6 mai 2026

La fin du mythe russe au Sahel et les nouveaux défis du Mali

Un vide stratégique au cœur de l’Afrique de l’Ouest

Le Mali traverse une période de fortes turbulences, mettant à l’épreuve ses alliances régionales. Que ce soit l’Alliance des États du Sahel (AES) — regroupant le Mali, le Burkina Faso et le Niger — ou la CEDEAO, aucune organisation ne semble actuellement capable de combler le vide sécuritaire. Cette situation redéfinit en profondeur les équilibres géopolitiques dans la région.

État des lieux de la sécurité à Bamako

Après les offensives majeures d’avril, notamment à Kati, la situation demeure précaire. La disparition de figures clés comme le ministre de la Défense, Sadio Camara, désormais remplacé par le général Assimi Goïta, marque un tournant. Pourtant, la chute du pouvoir central n’est pas à l’ordre du jour. La population malienne fait preuve d’une résilience notable, malgré la guerre psychologique menée par le Front de libération de l’Azawad (FLA) et le JNIM.

L’Alliance des États du Sahel face à ses limites

Malgré la solidarité affichée, les partenaires du Mali au sein de l’AES sont accaparés par leurs propres défis.

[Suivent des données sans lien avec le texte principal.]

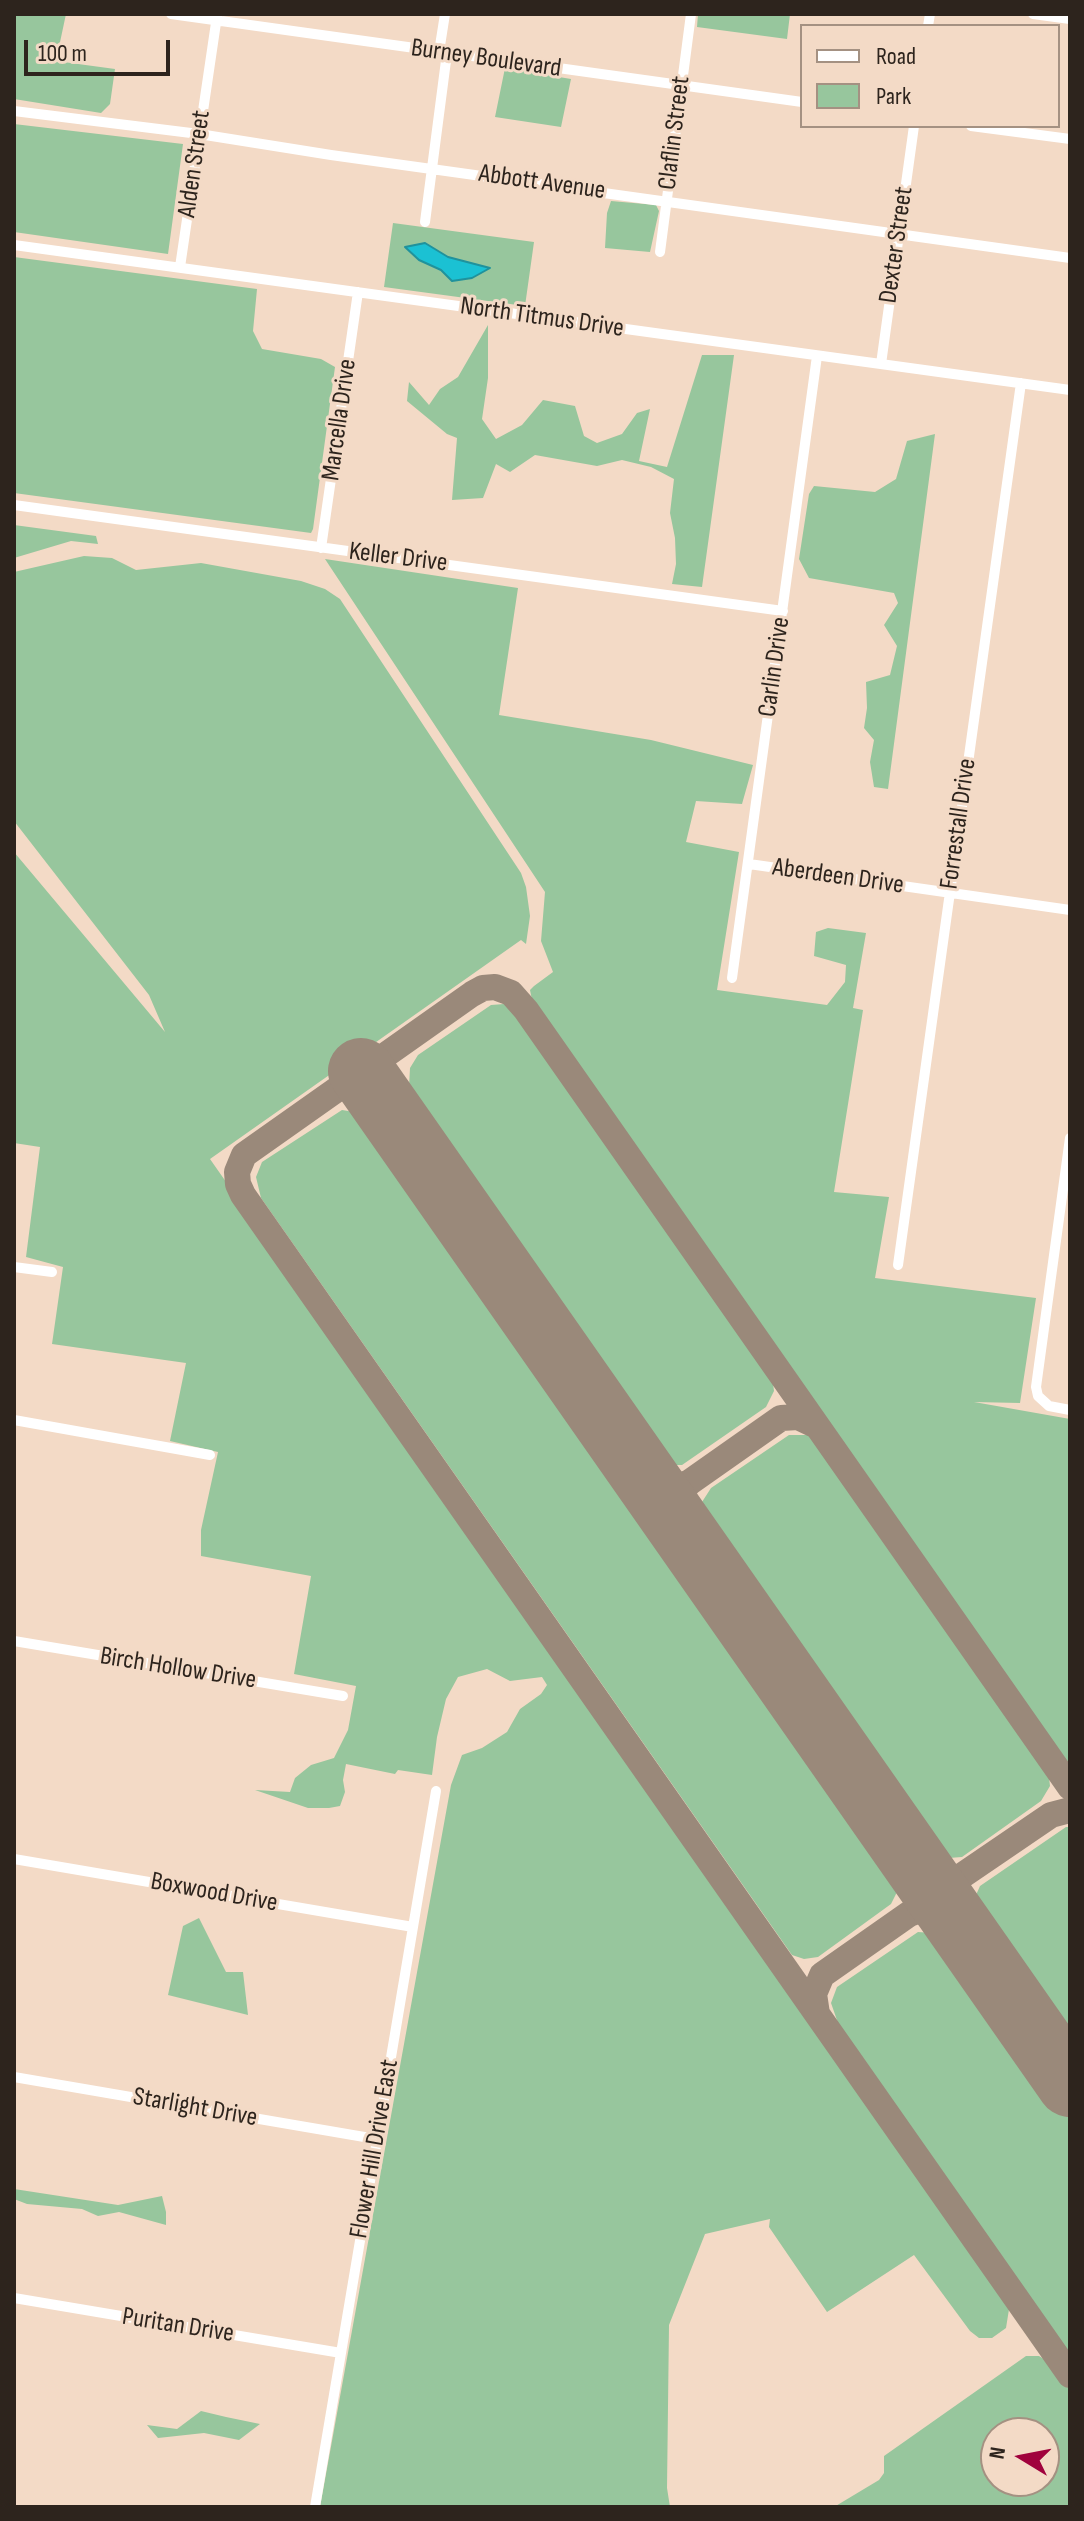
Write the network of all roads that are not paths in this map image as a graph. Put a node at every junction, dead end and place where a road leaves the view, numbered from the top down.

Au Burkina Faso, le capitaine Ibrahim Traoré dénonce des complots extérieurs, mais la réalité du terrain impose une certaine prudence : l’armée burkinabè subit elle-même des assauts réguliers sur son sol. Quant au Niger, les autorités en sont réduites à appeler à des journées de prière nationale contre le terrorisme.

Sur le plan juridique, la Charte du Liptako-Gourma prévoit une assistance mutuelle, mais la mise en œuvre concrète de cette coopération militaire reste embryonnaire. L’AES n’a pas encore atteint la maturité nécessaire pour mutualiser efficacement ses forces face à une menace transfrontalière.

Le retour diplomatique de la CEDEAO

Bien que Bamako ait officiellement quitté la CEDEAO en janvier 2025, l’organisation régionale tente de reprendre pied dans le dossier sahélien. Lors d’une récente rencontre à Lomé, au Togo, des représentants du Mali, de l’Union africaine, de la France, de la Russie et de l’Union européenne ont dialogué. Ce rapprochement suggère une volonté de la CEDEAO de rompre avec son image passée et de favoriser un dialogue respectueux de la souveraineté des États.

L’effondrement de l’influence russe

Le revers subi par la Russie au Sahel n’est pas seulement d’ordre tactique, il est profondément symbolique. La mort de Sadio Camara, pilier de l’influence moscovite, et le retrait des paramilitaires d’Africa Corps de Kidal érodent le mythe d’une protection russe infaillible. Ce déclin pourrait ouvrir la voie à un retour plus marqué des États-Unis dans la région, Washington cherchant à sécuriser ses intérêts stratégiques et l’accès aux ressources.

Risque de contagion régionale ?

Les pays du golfe de Guinée, comme le Bénin, le Togo, le Ghana et la Côte d’Ivoire, observent avec inquiétude la dégradation sécuritaire au Burkina Faso. Si le Mali devait sombrer davantage, le Sénégal et la Mauritanie seraient les premiers exposés. Toutefois, la situation malienne reste spécifique : l’unité nationale semble se renforcer autour de l’armée face aux menaces séparatistes du Nord, limitant pour l’instant un effondrement total du système politique.